■ ENTRIES SHOWN:
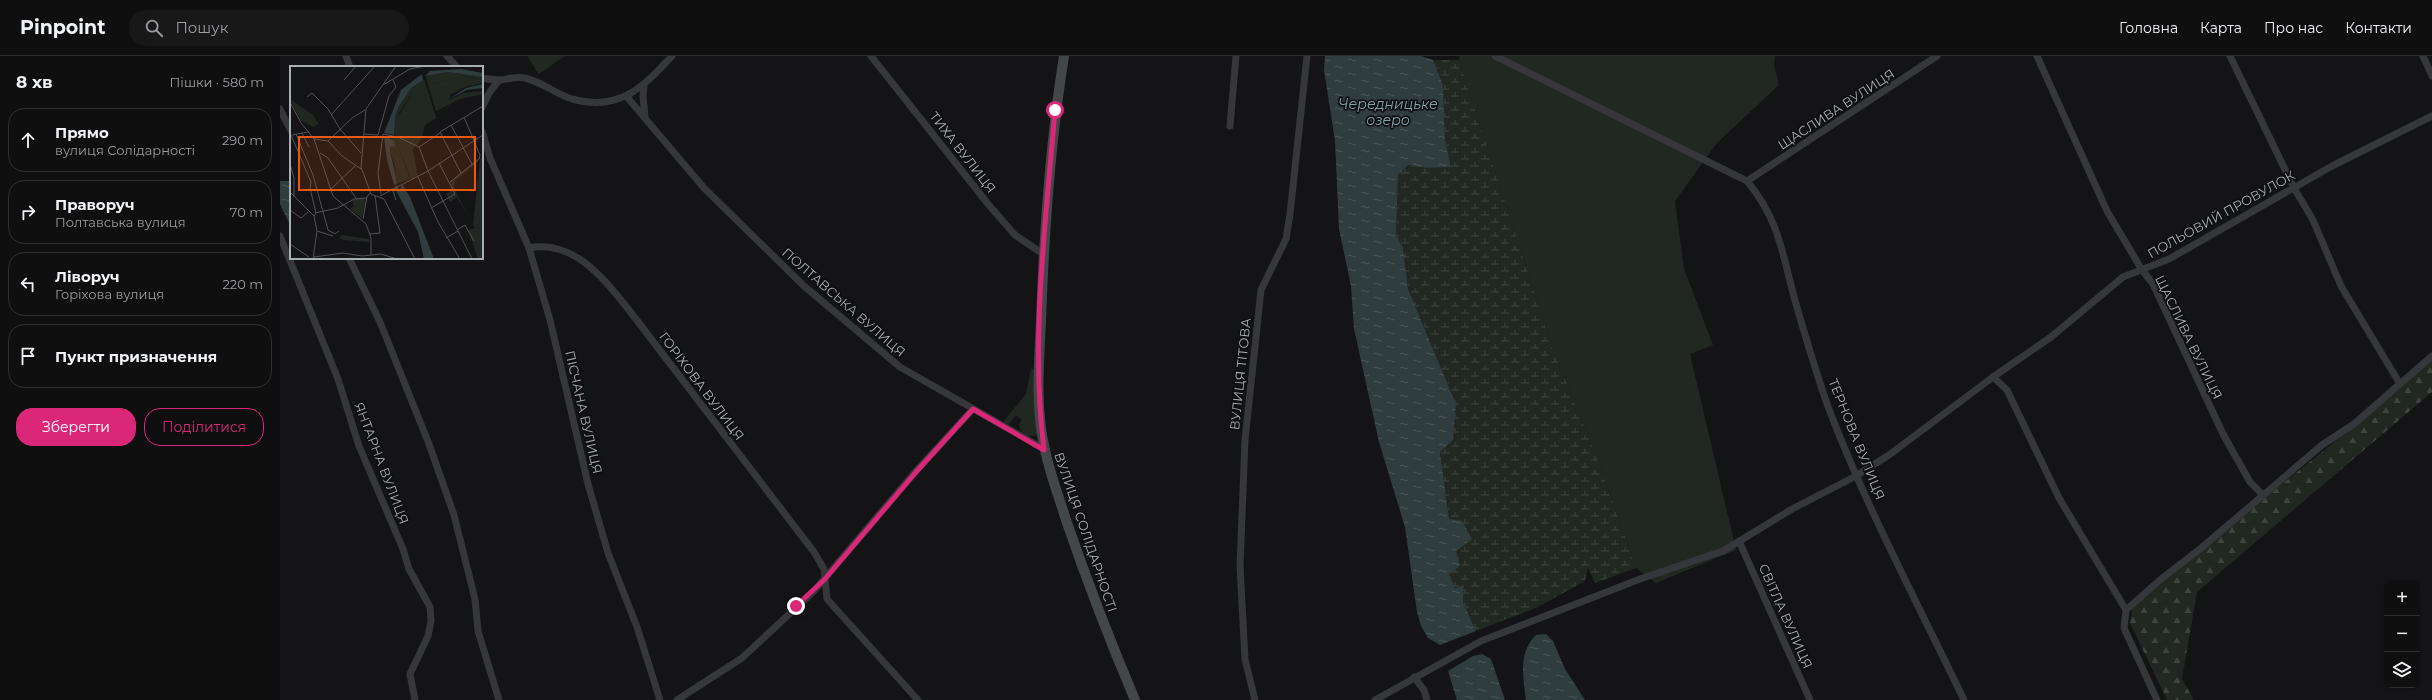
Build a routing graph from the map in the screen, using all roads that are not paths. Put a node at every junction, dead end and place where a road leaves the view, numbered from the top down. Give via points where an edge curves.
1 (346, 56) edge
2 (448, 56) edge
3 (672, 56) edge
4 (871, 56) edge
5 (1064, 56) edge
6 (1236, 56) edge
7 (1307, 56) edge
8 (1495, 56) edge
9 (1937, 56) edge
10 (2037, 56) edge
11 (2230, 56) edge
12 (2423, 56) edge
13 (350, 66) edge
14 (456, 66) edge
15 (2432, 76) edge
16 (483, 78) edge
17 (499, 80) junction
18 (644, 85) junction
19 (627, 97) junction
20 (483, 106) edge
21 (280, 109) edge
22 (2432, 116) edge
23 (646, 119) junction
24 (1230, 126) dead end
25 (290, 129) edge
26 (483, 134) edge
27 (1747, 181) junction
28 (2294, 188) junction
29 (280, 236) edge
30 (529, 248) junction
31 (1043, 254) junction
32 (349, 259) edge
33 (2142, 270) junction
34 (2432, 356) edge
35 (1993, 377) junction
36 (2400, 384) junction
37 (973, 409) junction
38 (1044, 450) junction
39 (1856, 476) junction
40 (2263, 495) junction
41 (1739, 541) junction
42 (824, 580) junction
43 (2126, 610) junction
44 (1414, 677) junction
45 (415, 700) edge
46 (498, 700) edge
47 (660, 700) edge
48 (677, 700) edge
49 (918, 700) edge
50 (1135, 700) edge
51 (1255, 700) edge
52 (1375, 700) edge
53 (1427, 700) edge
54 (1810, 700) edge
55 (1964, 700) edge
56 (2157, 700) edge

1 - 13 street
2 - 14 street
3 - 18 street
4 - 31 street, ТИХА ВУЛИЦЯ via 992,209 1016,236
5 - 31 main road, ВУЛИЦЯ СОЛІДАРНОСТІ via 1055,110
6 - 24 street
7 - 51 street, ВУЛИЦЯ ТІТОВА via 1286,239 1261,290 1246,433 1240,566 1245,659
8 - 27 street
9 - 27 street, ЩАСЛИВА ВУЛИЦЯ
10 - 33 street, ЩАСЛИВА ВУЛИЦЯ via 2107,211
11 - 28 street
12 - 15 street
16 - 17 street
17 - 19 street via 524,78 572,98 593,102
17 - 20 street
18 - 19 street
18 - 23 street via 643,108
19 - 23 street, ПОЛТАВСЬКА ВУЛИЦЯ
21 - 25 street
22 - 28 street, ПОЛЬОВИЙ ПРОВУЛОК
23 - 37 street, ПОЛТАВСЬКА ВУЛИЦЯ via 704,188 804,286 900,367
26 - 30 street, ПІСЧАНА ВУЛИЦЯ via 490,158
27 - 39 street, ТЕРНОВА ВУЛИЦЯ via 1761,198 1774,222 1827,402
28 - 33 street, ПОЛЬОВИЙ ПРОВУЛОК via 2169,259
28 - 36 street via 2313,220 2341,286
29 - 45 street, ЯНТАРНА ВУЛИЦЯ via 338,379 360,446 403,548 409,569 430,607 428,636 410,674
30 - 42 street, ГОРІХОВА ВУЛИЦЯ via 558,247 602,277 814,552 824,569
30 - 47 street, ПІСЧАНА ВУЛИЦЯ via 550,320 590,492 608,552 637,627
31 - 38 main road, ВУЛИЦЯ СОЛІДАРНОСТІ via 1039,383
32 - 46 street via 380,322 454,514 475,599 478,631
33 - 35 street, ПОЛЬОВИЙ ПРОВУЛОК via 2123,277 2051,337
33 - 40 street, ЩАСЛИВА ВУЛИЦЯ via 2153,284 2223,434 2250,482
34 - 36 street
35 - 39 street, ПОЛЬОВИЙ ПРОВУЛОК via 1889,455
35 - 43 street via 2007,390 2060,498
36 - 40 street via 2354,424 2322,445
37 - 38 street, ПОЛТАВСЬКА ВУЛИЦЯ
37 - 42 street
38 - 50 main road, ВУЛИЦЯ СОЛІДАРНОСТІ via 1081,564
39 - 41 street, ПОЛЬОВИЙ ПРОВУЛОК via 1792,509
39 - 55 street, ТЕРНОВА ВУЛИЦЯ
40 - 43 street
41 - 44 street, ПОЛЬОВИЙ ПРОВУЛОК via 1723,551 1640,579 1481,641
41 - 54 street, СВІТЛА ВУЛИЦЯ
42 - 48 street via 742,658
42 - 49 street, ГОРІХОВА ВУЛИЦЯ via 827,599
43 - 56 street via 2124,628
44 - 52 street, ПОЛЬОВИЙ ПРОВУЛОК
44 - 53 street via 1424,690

■ WORK TO BE COMPLETED: Look through the entries and return each line that has the word "ГОРІХОВА" in it.

■ RESULT FOR THIS EXERCISE:
30 - 42 street, ГОРІХОВА ВУЛИЦЯ via 558,247 602,277 814,552 824,569
42 - 49 street, ГОРІХОВА ВУЛИЦЯ via 827,599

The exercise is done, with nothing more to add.